Today, however, we live within a new linguistic system: the language of code. Smartphone applications, search engines, social media timelines, e-commerce recommendations, digital payment systems—our everyday lives are surrounded by algorithms, and it is within these that we make judgments and form thoughts. As a result, the very language of thought is being reshaped by an environment mediated through code. Code has already become a linguistic foundation that structures and orients our thinking.
Attention to the materiality of language has important precedents in the history of poetry. Beginning in the 1950s, the movement of concrete poetry treated language as material, pursuing the integration of word, sound, and image—the "verbivocovisual." This term, first coined by James Joyce, became the conceptual core of an international movement, carried forward by groups such as Noigandres in Brazil and Eugen Gomringer in Switzerland. In Japan, poet Seiichi Niikuni deepened this vision in his own unique way. For Niikuni, concrete poetry was "originally only language," and by re-conceptualizing this linguistic body as "a new idea of ideograms," he sought new forms of poetic expression while preserving the substance of language. Niikuni sharply distinguished between visual poetry and concrete poetry, insisting that language must remain at the heart of poetry. The tendency for concrete poetry to be understood primarily as visual poetry resulted from an emphasis on non-linguistic communication through ideogrammatic characteristics, which for Niikuni was a development different from the original intention.
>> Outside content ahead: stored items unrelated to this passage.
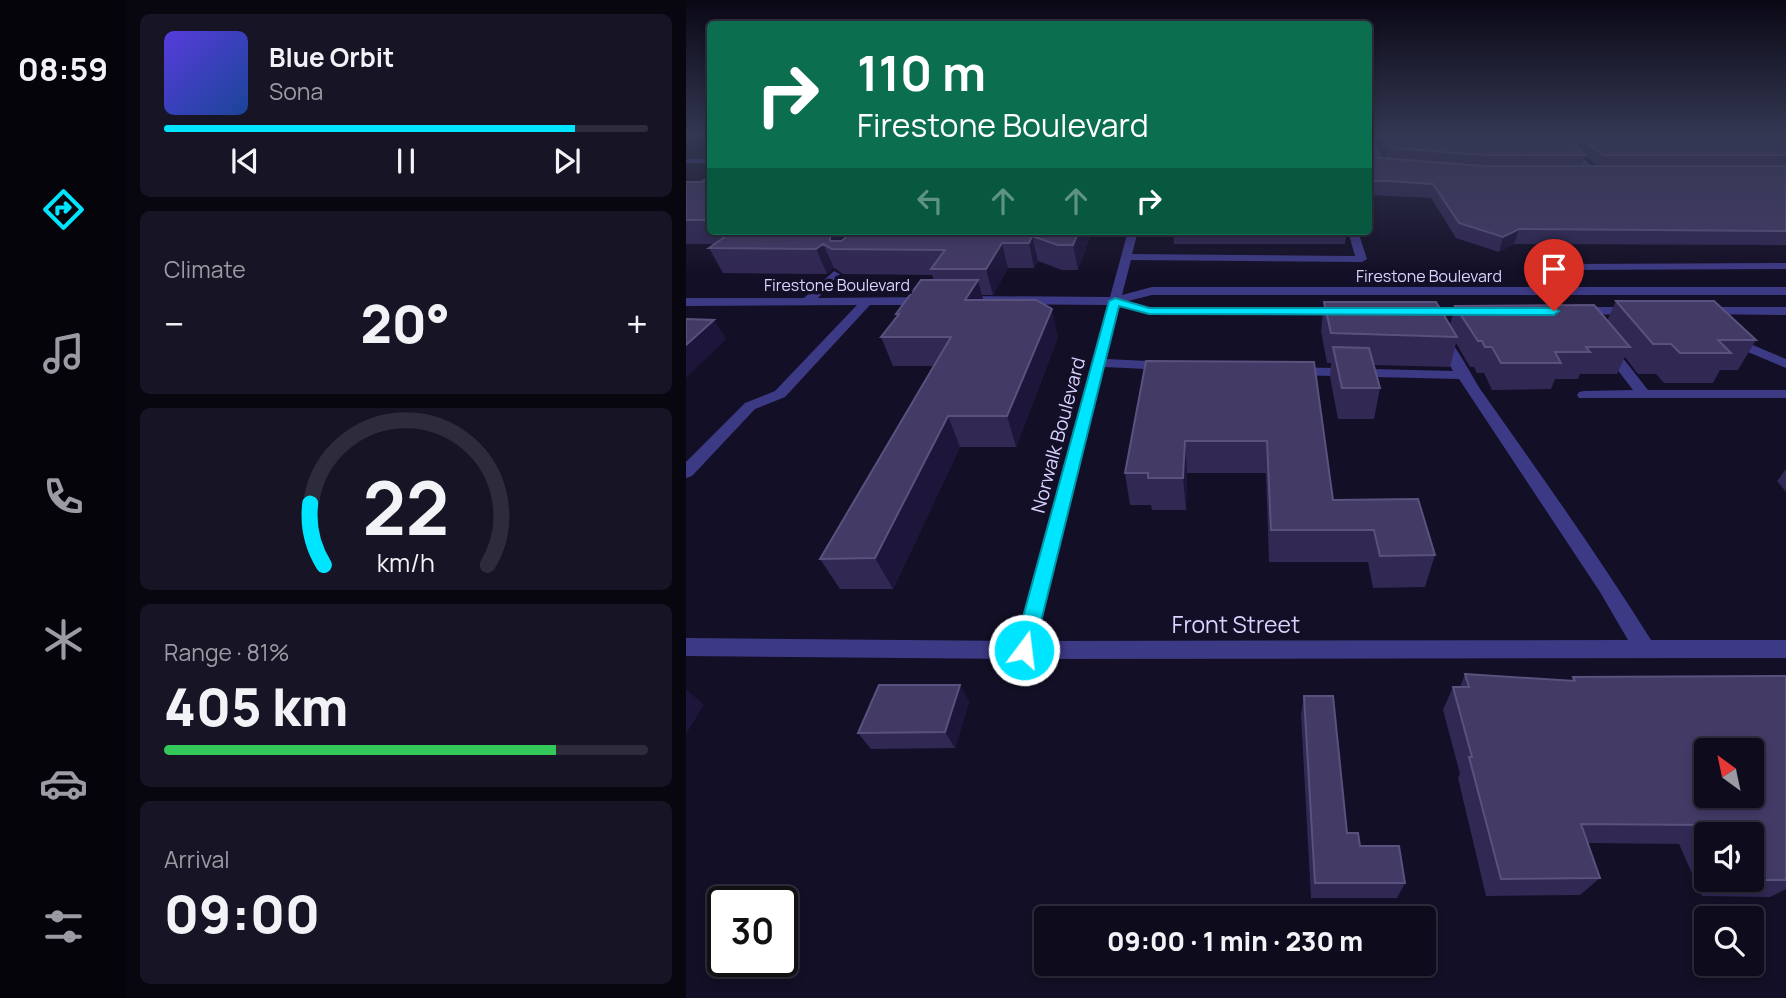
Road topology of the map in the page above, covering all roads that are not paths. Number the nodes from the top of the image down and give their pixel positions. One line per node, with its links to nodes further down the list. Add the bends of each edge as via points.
1 (1132, 235): 3 (street, Norwalk Boulevard)
2 (1354, 235): 3 (street, via 1362,259)
3 (1127, 257): 10 (street, Norwalk Boulevard)
4 (1786, 266): 7 (street, via 1565,267 1547,277)
5 (834, 274): 8 (street)
6 (1786, 291): 7 (street, Firestone Boulevard)
7 (1551, 292): 10 (street, Firestone Boulevard, via 1152,290)
8 (808, 301): 9 (street, Firestone Boulevard); 11 (street, Firestone Boulevard)
9 (867, 301): 10 (street, Firestone Boulevard); 26 (street, via 780,394 750,406)
10 (1115, 301): 12 (street, Firestone Boulevard, via 1149,311); 18 (street, Norwalk Boulevard)
11 (686, 302)
12 (1358, 311)
13 (1400, 311): 17 (street, Firestone Boulevard)
14 (1496, 311): 17 (street, Firestone Boulevard)
15 (1645, 311): 23 (street, via 1581,319)
16 (1786, 311): 19 (street, via 1692,311 1733,342)
17 (1428, 312): 22 (street)
18 (1098, 363): 20 (street); 30 (street, Norwalk Boulevard)
19 (1786, 364)
20 (1180, 366)
21 (1275, 370): 22 (street)
22 (1463, 375): 28 (street)
23 (1644, 394): 24 (street); 25 (street)
24 (1786, 394)
25 (1584, 395)
26 (686, 472)
27 (686, 647): 30 (street, Front Street)
28 (1645, 649): 29 (street, Front Street); 30 (street, Front Street)
29 (1786, 649)
30 (1024, 650)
Let us now reconsider the principles of concrete poetry in the contemporary context. What was "voco"—the dimension of sound—in the verbivocovisual? It was the materiality of language, the medium through which words are realized in the world. In the language of code, what corresponds to this "voice"? I suggest it is execution. Code, at the moment of inscription, is nothing more than static text. Yet when executed, it acts upon reality and transforms the world. Execution introduces its own temporality and contingency: loops iterate, conditionals generate choices, recursion dives into depths. At times errors occur, unexpected outputs appear, and bugs provoke poetic deviations. These failures, too, can become poetic, like hesitation or silence within verse. Execution is never a perfect repetition; it is an event, unique each time. In code poetry, this dimension of execution need not involve literal sound. Rather, the computational process itself—the unfolding of algorithms, the transformation of data, the shifting of memory, the flickering of screens—functions as a new kind of "voice."
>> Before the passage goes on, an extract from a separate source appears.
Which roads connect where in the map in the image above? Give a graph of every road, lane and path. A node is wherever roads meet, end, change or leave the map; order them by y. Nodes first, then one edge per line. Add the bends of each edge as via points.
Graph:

Seen this way, the three-dimensional unity of language pursued by concrete poetry finds new realization in contemporary code poetry. The "verbivocovisual" of code integrates three dimensions: verbi (syntax, words), execution (as the materializing process that takes the place of "voco"), and visual (the spatial arrangement of the code itself). Just as concrete poetry treated the layout of letters and typography as poetic elements, code poetry generates visual poetics through the rhythm of indentation, the nesting of brackets, the choice of variable names, the placement of comments. Code is not only executed; its inscription also functions as a visual composition. When these three dimensions work simultaneously and organically, a "poetry of computation" emerges.
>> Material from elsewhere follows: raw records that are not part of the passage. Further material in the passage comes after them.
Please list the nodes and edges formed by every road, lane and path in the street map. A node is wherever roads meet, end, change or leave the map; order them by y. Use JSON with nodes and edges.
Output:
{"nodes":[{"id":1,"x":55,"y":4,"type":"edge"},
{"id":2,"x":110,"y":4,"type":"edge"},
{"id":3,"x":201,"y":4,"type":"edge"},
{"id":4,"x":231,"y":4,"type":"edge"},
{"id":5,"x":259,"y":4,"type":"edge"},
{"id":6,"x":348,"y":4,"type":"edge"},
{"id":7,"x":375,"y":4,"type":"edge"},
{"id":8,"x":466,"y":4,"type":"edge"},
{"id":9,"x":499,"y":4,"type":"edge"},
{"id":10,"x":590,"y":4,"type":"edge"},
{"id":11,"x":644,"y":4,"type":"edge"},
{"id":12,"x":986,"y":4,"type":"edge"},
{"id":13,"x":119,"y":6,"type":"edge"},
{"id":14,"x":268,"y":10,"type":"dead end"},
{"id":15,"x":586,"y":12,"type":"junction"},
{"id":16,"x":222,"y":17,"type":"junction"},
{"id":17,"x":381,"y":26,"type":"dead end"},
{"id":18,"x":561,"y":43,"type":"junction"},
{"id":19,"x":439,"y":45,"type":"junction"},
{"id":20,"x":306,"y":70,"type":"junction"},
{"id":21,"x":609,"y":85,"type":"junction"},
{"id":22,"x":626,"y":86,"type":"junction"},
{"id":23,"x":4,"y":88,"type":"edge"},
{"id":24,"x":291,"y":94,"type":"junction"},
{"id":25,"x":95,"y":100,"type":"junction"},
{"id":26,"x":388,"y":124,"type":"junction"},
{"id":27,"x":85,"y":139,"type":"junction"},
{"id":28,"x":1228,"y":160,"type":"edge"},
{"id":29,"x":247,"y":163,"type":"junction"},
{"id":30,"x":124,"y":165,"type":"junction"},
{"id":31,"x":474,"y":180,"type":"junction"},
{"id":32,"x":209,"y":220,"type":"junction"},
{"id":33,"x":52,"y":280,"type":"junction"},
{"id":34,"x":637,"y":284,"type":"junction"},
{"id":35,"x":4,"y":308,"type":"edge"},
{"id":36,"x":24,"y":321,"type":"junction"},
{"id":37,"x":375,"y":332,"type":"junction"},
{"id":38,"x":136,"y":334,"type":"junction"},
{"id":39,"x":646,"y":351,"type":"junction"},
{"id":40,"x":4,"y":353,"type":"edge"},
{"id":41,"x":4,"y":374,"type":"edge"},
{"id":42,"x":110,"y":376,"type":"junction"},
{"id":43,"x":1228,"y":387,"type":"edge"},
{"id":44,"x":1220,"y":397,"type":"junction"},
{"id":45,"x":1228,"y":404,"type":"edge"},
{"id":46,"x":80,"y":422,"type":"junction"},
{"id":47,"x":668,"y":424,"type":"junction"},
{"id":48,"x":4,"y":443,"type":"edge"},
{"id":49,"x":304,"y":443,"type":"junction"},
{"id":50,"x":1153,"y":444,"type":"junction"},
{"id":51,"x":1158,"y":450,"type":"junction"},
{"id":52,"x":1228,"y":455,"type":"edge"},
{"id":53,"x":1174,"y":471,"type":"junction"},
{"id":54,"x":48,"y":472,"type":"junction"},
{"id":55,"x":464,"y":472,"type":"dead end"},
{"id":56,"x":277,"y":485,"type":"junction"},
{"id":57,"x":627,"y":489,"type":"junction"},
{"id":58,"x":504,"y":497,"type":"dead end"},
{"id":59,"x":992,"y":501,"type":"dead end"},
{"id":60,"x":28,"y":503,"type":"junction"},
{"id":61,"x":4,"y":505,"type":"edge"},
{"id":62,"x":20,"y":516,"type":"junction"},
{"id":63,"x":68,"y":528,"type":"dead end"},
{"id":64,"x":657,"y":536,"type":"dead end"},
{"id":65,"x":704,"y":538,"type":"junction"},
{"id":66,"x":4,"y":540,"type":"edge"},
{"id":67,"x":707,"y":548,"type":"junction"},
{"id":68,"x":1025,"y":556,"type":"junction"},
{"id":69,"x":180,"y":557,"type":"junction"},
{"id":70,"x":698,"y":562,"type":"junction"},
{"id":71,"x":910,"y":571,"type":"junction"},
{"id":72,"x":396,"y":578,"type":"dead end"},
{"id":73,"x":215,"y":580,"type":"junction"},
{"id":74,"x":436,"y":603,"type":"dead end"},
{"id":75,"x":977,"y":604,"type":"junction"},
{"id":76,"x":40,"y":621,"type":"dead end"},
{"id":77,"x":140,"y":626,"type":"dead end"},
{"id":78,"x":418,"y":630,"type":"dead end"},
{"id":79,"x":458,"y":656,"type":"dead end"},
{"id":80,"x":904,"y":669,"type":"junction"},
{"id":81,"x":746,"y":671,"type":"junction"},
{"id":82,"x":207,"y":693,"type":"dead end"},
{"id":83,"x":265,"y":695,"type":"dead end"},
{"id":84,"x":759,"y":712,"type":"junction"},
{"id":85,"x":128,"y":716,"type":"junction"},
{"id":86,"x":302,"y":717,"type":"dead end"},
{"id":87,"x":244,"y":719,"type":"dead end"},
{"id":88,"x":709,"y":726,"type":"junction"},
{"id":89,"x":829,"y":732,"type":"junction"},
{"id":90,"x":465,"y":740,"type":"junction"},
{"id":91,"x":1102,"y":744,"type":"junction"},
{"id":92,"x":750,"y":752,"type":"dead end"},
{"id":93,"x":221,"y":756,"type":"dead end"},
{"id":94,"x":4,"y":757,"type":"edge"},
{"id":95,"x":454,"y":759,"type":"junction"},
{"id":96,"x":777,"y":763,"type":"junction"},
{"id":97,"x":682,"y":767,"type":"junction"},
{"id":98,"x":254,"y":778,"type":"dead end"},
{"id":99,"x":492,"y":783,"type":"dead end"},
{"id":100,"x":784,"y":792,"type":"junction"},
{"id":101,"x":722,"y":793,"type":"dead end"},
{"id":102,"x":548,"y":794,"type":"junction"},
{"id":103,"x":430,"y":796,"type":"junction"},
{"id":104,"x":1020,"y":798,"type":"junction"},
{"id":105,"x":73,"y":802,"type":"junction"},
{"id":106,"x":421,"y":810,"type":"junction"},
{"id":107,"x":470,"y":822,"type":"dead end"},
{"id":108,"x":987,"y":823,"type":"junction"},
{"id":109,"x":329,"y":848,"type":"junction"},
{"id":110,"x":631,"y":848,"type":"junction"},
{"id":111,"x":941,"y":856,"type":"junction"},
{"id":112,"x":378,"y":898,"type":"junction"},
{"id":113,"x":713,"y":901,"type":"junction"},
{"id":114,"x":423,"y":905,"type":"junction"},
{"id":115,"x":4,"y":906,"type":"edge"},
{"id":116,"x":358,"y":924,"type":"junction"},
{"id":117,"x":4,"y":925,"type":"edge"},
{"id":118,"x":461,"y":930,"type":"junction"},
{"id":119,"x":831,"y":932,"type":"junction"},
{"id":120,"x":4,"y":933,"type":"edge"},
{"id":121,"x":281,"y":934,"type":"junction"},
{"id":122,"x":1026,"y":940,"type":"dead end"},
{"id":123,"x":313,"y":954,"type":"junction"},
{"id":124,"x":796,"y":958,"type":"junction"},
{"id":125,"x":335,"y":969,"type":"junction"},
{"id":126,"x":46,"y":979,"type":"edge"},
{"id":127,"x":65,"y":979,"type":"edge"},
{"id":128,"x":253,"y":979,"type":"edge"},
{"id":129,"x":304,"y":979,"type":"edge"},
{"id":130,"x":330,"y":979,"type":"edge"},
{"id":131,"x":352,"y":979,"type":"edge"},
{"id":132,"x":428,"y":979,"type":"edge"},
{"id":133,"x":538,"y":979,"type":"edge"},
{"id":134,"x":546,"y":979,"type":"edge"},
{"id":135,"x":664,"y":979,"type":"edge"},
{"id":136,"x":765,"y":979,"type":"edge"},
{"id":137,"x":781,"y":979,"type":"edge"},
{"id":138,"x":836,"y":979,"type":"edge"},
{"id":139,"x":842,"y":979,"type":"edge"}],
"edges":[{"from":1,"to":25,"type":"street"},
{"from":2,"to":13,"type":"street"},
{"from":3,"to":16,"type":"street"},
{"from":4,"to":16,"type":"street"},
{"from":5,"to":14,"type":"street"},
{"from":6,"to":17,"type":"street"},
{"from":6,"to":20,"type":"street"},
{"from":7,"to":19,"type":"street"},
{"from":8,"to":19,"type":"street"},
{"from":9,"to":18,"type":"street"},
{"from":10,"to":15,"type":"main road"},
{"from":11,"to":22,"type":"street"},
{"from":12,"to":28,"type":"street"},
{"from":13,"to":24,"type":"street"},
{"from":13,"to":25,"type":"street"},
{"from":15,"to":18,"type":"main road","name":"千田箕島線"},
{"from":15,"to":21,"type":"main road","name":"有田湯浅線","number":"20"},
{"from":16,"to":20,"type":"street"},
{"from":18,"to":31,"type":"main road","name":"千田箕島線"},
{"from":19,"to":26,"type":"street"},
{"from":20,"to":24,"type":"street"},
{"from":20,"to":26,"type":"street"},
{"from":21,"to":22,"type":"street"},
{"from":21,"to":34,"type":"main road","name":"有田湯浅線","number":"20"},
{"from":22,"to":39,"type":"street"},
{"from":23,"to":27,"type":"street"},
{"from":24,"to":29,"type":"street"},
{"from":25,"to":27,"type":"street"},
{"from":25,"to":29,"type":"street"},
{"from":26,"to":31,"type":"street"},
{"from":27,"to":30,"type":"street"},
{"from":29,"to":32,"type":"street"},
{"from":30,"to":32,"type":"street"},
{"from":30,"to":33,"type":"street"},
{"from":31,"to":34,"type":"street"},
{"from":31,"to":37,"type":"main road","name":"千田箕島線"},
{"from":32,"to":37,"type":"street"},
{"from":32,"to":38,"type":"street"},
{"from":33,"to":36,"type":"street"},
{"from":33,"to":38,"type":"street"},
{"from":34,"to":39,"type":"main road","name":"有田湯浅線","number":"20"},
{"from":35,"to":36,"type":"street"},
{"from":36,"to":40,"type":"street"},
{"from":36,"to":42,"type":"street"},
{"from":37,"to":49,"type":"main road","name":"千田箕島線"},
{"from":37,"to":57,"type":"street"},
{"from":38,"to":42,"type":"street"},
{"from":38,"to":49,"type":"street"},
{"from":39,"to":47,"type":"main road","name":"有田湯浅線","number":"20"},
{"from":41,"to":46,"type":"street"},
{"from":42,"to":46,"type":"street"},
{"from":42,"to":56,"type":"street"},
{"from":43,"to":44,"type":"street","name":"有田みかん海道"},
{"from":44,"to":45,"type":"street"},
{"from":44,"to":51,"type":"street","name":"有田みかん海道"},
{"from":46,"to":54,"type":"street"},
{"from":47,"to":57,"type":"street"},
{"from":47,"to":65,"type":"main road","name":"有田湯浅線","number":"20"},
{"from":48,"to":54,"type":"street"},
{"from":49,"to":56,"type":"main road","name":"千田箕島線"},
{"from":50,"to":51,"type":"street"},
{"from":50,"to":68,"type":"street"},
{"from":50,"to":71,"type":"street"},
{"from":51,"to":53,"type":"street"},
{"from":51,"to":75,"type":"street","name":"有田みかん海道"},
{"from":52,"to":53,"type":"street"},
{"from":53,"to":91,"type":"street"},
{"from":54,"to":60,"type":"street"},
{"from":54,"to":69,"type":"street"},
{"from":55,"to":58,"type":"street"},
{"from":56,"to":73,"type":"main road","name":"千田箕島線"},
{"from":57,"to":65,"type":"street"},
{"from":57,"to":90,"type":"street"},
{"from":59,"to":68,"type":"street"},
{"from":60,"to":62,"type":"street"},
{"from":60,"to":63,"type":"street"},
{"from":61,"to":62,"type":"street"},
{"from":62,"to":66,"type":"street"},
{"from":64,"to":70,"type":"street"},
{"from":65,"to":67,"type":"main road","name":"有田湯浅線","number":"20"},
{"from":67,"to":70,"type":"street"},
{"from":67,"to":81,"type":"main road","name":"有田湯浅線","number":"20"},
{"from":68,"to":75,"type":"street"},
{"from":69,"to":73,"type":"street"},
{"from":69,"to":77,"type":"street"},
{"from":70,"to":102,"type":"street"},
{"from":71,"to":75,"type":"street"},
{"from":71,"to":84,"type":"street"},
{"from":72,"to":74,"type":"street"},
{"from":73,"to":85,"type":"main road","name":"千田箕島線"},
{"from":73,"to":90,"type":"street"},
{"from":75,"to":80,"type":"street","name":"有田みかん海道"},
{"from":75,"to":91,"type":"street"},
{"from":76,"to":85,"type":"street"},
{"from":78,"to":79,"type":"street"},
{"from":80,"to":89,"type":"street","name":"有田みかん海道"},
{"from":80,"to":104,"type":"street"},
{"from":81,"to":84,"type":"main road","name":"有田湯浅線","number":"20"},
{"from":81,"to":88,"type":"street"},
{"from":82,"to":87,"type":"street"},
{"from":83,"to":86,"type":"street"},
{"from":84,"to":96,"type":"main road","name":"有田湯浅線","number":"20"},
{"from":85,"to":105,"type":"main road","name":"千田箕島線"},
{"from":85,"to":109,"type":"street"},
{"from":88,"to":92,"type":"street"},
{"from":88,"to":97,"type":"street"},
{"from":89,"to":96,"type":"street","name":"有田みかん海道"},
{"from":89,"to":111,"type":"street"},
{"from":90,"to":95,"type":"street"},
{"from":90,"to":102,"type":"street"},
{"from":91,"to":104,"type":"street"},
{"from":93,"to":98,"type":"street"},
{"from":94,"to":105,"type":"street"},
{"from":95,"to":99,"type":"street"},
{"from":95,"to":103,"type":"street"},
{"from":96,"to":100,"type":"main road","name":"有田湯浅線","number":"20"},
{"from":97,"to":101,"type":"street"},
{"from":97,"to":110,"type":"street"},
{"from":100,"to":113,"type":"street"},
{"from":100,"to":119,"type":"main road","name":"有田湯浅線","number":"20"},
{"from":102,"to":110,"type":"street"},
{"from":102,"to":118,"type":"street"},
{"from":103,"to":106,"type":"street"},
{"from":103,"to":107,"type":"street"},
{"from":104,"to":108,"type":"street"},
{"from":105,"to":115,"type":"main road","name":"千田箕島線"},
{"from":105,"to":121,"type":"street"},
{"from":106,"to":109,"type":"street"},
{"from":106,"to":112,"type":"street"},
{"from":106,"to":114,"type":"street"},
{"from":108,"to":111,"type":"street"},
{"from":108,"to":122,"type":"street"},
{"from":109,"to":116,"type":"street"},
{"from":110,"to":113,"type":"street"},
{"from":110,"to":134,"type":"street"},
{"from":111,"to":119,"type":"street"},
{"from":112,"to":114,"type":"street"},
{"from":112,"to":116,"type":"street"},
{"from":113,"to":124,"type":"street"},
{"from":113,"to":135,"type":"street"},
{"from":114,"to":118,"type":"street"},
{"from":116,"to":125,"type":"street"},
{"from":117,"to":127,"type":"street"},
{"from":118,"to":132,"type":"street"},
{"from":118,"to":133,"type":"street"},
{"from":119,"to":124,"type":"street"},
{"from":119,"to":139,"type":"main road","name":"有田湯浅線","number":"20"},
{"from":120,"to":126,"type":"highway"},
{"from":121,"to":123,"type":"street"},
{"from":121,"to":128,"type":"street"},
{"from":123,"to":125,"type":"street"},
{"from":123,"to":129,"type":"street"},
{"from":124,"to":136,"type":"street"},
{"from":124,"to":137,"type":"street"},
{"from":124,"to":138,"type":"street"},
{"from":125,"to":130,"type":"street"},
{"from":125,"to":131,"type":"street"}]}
What I perceive in code-based art, including code poetry, is precisely the possibility that emerges at this point. If we think in language, and if language is the essence of poetry, then in our present—when our world is structured through code—poetry must also be thought through code. This is not merely a technical choice. For those of us living in the twenty-first century, code is becoming an inescapable language. Just as Seiichi Niikuni confronted the postwar linguistic situation and continued to question the essence of language, I believe we too must directly confront the linguistic situation of the digital age. The exhibition Computational Poetry arises from this necessity. The works gathered here treat code not as a mere tool, but as a material of thought. They are executed, they compute, they err, and they transform. Through them, we may glimpse new possibilities for poetry.
Artists
久保田 晃弘 / Akihiro Kubota
Akihiro Kubota is an artist and researcher exploring the intersection of poetry and technology. He is Professor in the Art & Media Course, Department of Information Design at Tama Art University. As part of the ARTSAT Project, he received the Ars Electronica 2015 Award of Distinction in Hybrid Art and the 66th Japan Art Encouragement Prize (Media Arts). His code poetry Radom Rain won a Special Prize at the Source Code Poetry competition in 2019. Kubota is the author of Design for Distant Others (BNN, 2017), co-editor of Principles of Media Art (Film Art, 2018), and author of Quantum Computer Art Studies (Osaka EXPO 2025).
Michelangelo (encapsuled)
Michelangelo (encapsuled) is an Italian (a)semantic language artist that uses both conventional and asemic language in his work. He believes in art as communication, considering the audience and the context as part of the experience. His core themes are meaning and simplicity. Currently he's working on a few projects that combine physical and digital form, exploring philosophical themes tied to his personal research.
Wen New Atelier (Kalen Iwamoto & Julien Silvano)
Kalen Iwamoto and Julien Silvano are the art couple behind Wen New, an atelier that dwells in the liminal space between art, language and technology. Their polysemic works — at once playful and critical — lay bare the ambivalence of contemporary digital life and advance alternative ways of imagining, using and relating to text and technology.
Through conceptual prisms such as speculative literary devices, the design of imperfection, or performance writing, for example, the duo researches and experiments with unconventional reading and writing practices that open up our experience with text, while employing détournement to subvert and reframe meaning to reveal hidden structures within language and technology.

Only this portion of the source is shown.